# [Task statement]
Return each line below holding the string "from".

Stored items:
-- Opening Marker --

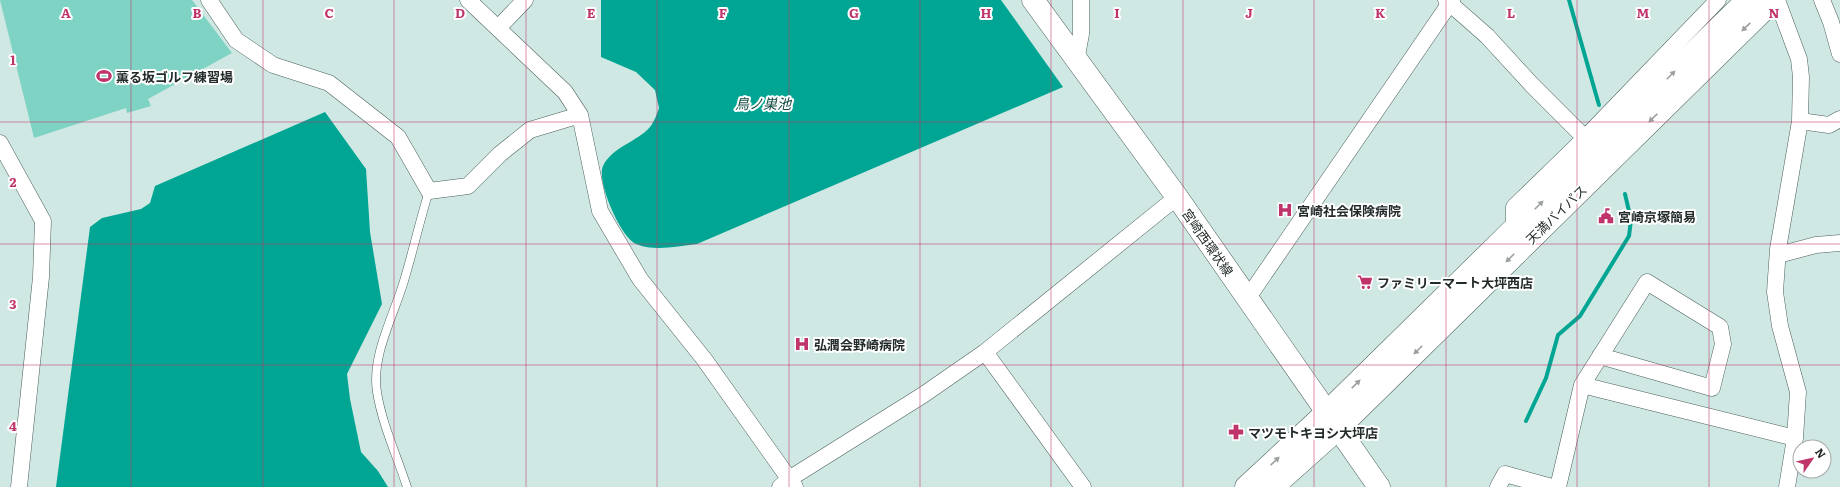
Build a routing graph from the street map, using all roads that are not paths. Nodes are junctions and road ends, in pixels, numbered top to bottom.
1 (210, 0) edge
2 (468, 0) edge
3 (525, 0) edge
4 (1033, 0) edge
5 (1081, 0) edge
6 (1718, 0) edge
7 (1747, 0) edge
8 (1774, 0) edge
9 (1777, 0) edge
10 (1822, 0) edge
11 (1449, 1) edge
12 (498, 28) junction
13 (1840, 54) edge
14 (1076, 61) junction
15 (580, 115) junction
16 (1840, 119) edge
17 (1800, 121) junction
18 (1585, 138) junction
19 (0, 143) edge
20 (429, 190) junction
21 (1177, 197) junction
22 (1514, 230) junction
23 (1840, 243) edge
24 (1778, 255) junction
25 (1247, 299) junction
26 (985, 352) junction
27 (1600, 356) junction
28 (1582, 384) junction
29 (1333, 420) junction
30 (1795, 438) junction
31 (788, 484) edge
32 (19, 487) edge
33 (407, 487) edge
34 (1083, 487) edge
35 (1246, 487) edge
36 (1273, 487) edge
37 (1379, 487) edge
38 (1498, 487) edge
39 (1552, 487) edge
40 (1558, 487) edge
41 (1787, 487) edge

1 - 20 street
2 - 12 street
3 - 12 street
4 - 14 main road, 宮崎西環状線
5 - 14 street
6 - 18 street
22 -> 7 main road, 天満バイパス
8 -> 29 main road, 天満バイパス
9 - 17 street
10 - 13 street
11 - 18 street
11 - 25 street
12 - 15 street
14 - 21 main road, 宮崎西環状線
15 - 20 street
15 - 31 street
16 - 17 street
17 - 24 street
18 - 22 street
19 - 32 street
20 - 33 lane
21 - 25 main road, 宮崎西環状線
21 - 26 street
29 -> 22 main road, 天満バイパス
23 - 24 street
24 - 30 street
25 - 29 main road, 宮崎西環状線
26 - 31 street
26 - 34 street
27 - 27 street
27 - 28 street
28 - 30 street
28 - 40 street
35 -> 29 main road
29 - 36 main road
29 - 37 main road, 宮崎西環状線
30 - 41 street
38 - 39 street

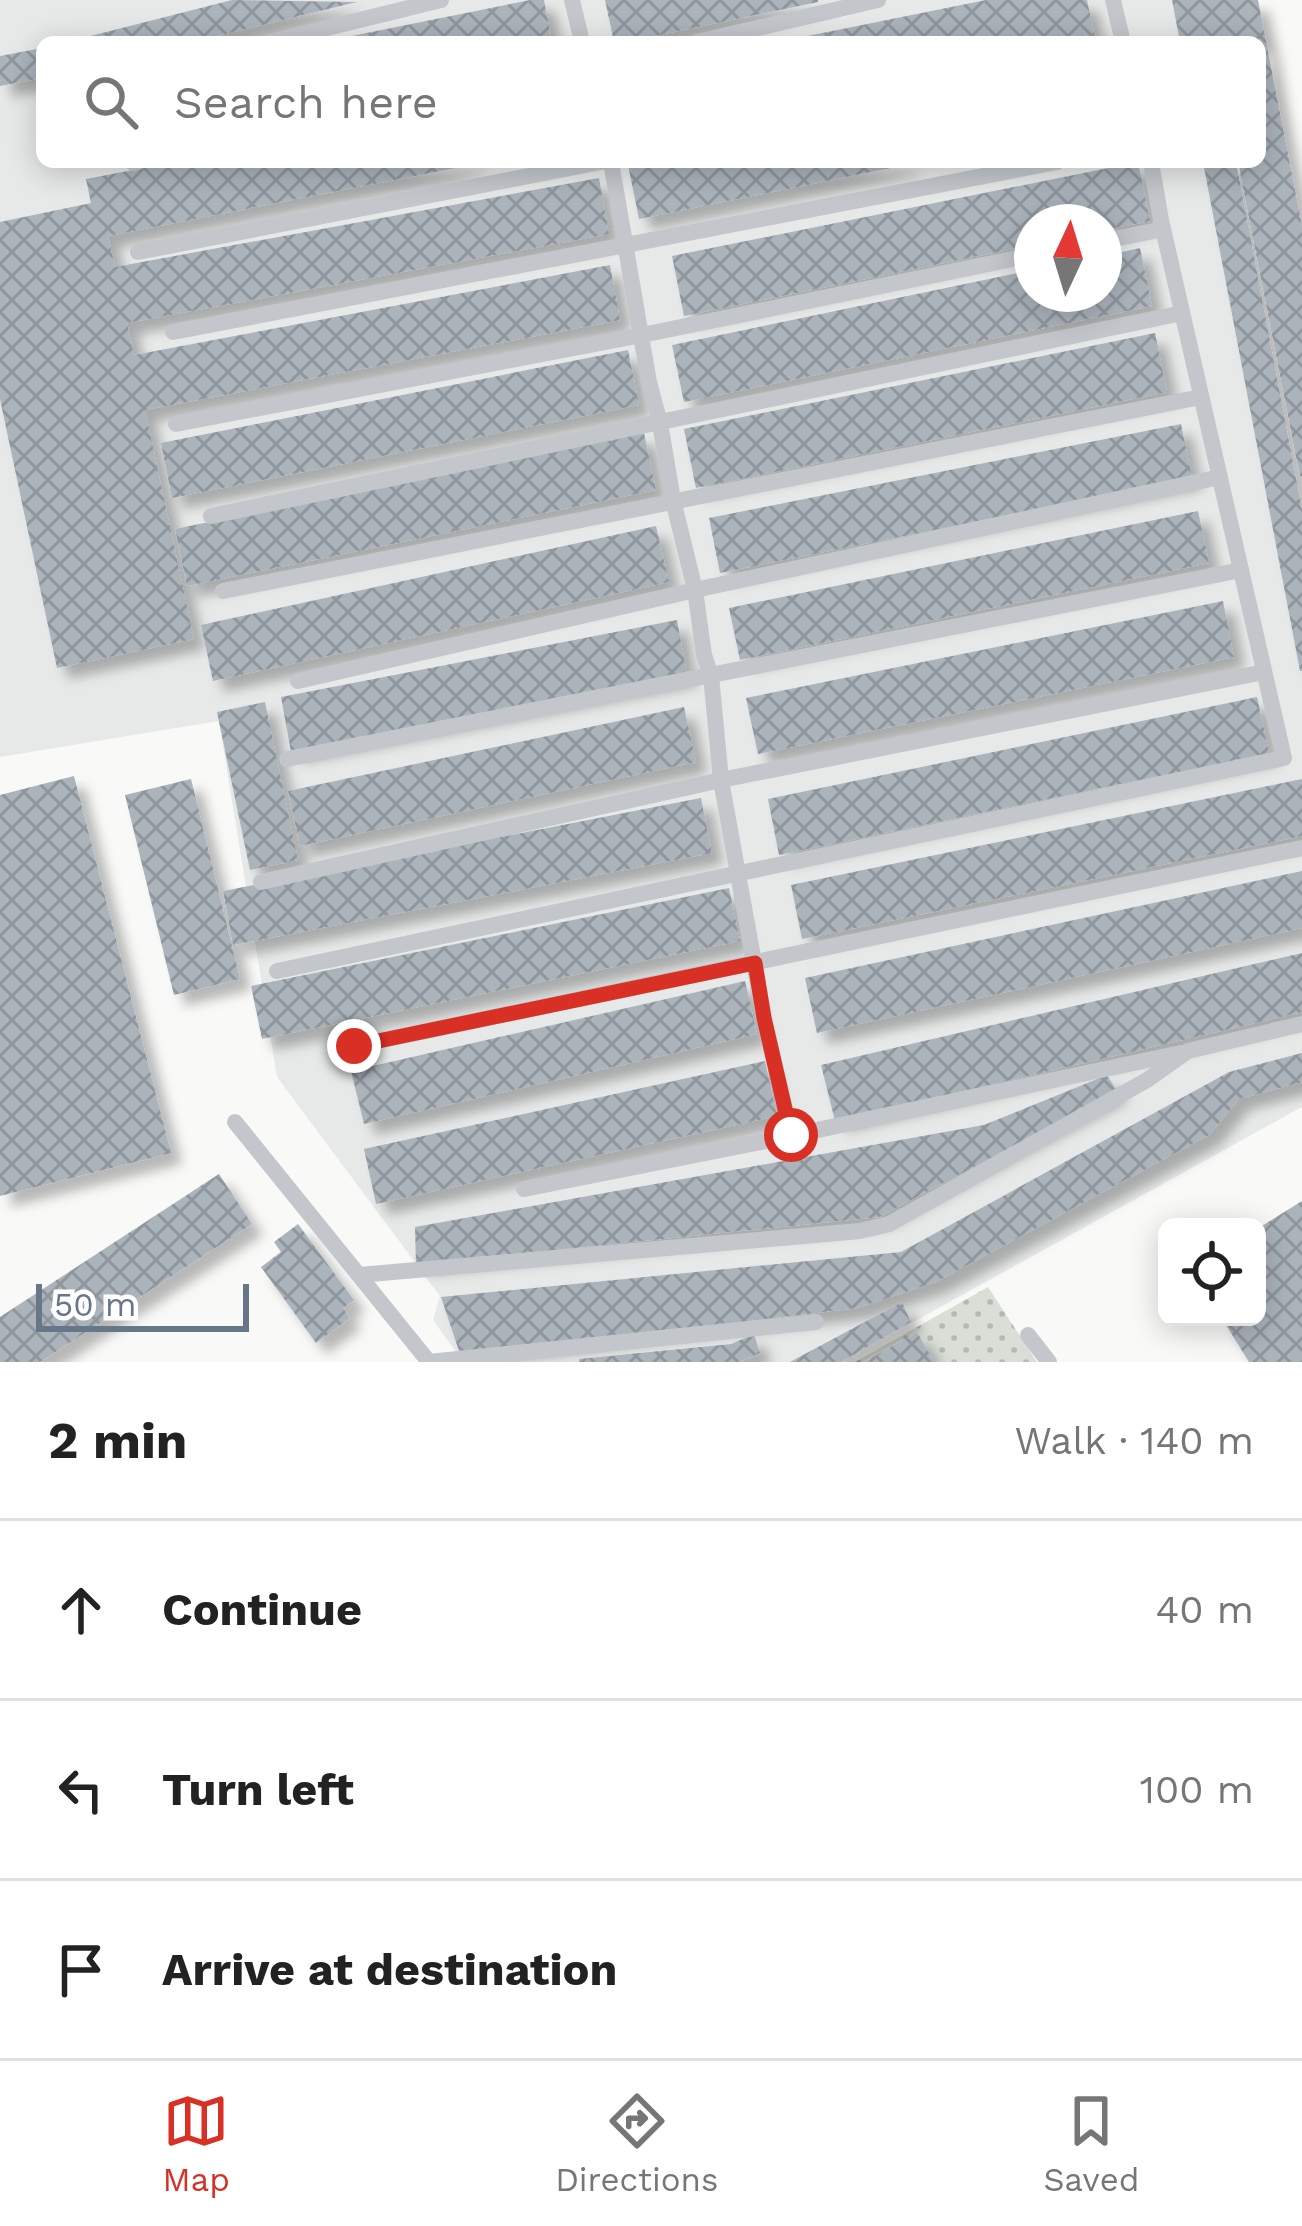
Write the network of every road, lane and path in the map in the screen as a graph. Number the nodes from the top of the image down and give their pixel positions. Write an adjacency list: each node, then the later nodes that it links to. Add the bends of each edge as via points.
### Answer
1 (441, 0): 5 (lane)
2 (572, 0): 6 (lane)
3 (878, 0): 7 (lane)
4 (1113, 0): 8 (lane)
5 (294, 36)
6 (581, 36)
7 (723, 36)
8 (1122, 36)
9 (570, 168): 16 (lane)
10 (612, 168): 15 (lane)
11 (1026, 168): 15 (lane)
12 (1152, 168): 13 (lane)
13 (1163, 229): 14 (lane); 18 (lane)
14 (1122, 237)
15 (624, 245): 19 (lane); 20 (lane)
16 (139, 252)
17 (1014, 259): 20 (lane)
18 (1182, 313): 21 (lane); 22 (lane)
19 (173, 332)
20 (642, 335): 22 (lane); 23 (lane)
21 (1202, 398): 24 (lane); 25 (lane)
22 (660, 423): 25 (lane); 26 (lane)
23 (176, 424)
24 (1220, 477): 27 (lane); 28 (lane)
25 (673, 500): 28 (lane); 29 (lane)
26 (211, 516)
27 (1241, 570): 30 (lane); 31 (lane)
28 (695, 590): 31 (lane); 32 (lane)
29 (223, 591)
30 (1264, 672): 34 (lane); 36 (lane, via 1284,758)
31 (711, 676): 33 (lane); 34 (lane)
32 (298, 681)
33 (287, 759)
34 (721, 780): 36 (lane); 37 (lane)
35 (1302, 848): 38 (lane)
36 (739, 872): 38 (lane); 39 (lane)
37 (261, 882)
38 (755, 963): 41 (lane); 44 (lane)
39 (277, 971)
40 (1302, 1024): 42 (lane)
41 (354, 1046)
42 (1188, 1051): 44 (lane); 46 (lane, via 889,1224)
43 (235, 1122): 46 (lane)
44 (791, 1135): 45 (lane)
45 (524, 1189)
46 (359, 1275): 49 (lane)
47 (816, 1322): 49 (lane)
48 (1028, 1335): 50 (lane)
49 (429, 1362)
50 (1049, 1362)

-- Closing Marker --

# [Finished task]
Build a routing graph from the street map, using all roads that are not paths. Nodes are junctions and road ends, in pixels, numbered top to bottom.
Write the network of every road, lane and path in the map in the screen as a graph. Number the nodes from the top of the image down and give their pixel positions. Write an adjacency list: each node, then the later nodes that it links to. Add the bends of each edge as via points.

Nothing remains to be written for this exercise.